═══ Provided data

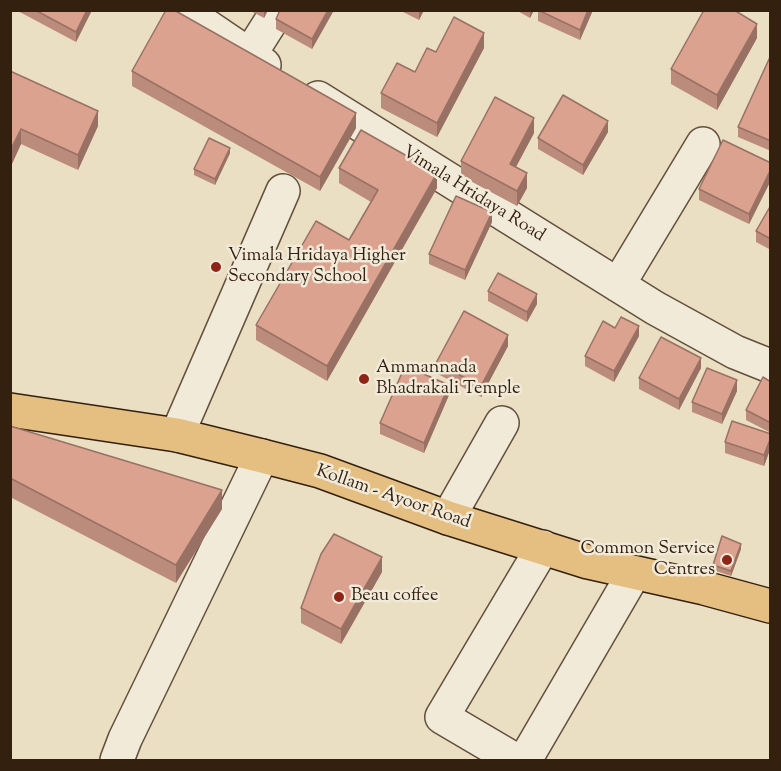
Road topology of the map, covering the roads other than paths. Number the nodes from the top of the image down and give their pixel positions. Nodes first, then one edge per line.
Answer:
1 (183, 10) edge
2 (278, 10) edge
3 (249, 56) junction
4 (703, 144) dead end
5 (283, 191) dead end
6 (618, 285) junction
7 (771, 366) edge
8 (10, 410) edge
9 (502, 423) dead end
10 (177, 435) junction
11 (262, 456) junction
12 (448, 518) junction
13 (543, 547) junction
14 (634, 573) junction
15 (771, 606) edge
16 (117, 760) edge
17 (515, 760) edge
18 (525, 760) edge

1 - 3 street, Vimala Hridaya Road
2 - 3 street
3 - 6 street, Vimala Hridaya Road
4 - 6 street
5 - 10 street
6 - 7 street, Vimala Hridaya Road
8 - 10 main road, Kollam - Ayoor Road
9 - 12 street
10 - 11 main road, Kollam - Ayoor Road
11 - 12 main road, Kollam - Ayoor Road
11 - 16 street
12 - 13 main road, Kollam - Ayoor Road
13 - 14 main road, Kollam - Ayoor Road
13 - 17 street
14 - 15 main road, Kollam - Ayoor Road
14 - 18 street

══════

Retype the data exactly; images stay out.

» Answer to this exercise:
Road topology of the map, covering the roads other than paths. Number the nodes from the top of the image down and give their pixel positions. Nodes first, then one edge per line.
Answer:
1 (183, 10) edge
2 (278, 10) edge
3 (249, 56) junction
4 (703, 144) dead end
5 (283, 191) dead end
6 (618, 285) junction
7 (771, 366) edge
8 (10, 410) edge
9 (502, 423) dead end
10 (177, 435) junction
11 (262, 456) junction
12 (448, 518) junction
13 (543, 547) junction
14 (634, 573) junction
15 (771, 606) edge
16 (117, 760) edge
17 (515, 760) edge
18 (525, 760) edge

1 - 3 street, Vimala Hridaya Road
2 - 3 street
3 - 6 street, Vimala Hridaya Road
4 - 6 street
5 - 10 street
6 - 7 street, Vimala Hridaya Road
8 - 10 main road, Kollam - Ayoor Road
9 - 12 street
10 - 11 main road, Kollam - Ayoor Road
11 - 12 main road, Kollam - Ayoor Road
11 - 16 street
12 - 13 main road, Kollam - Ayoor Road
13 - 14 main road, Kollam - Ayoor Road
13 - 17 street
14 - 15 main road, Kollam - Ayoor Road
14 - 18 street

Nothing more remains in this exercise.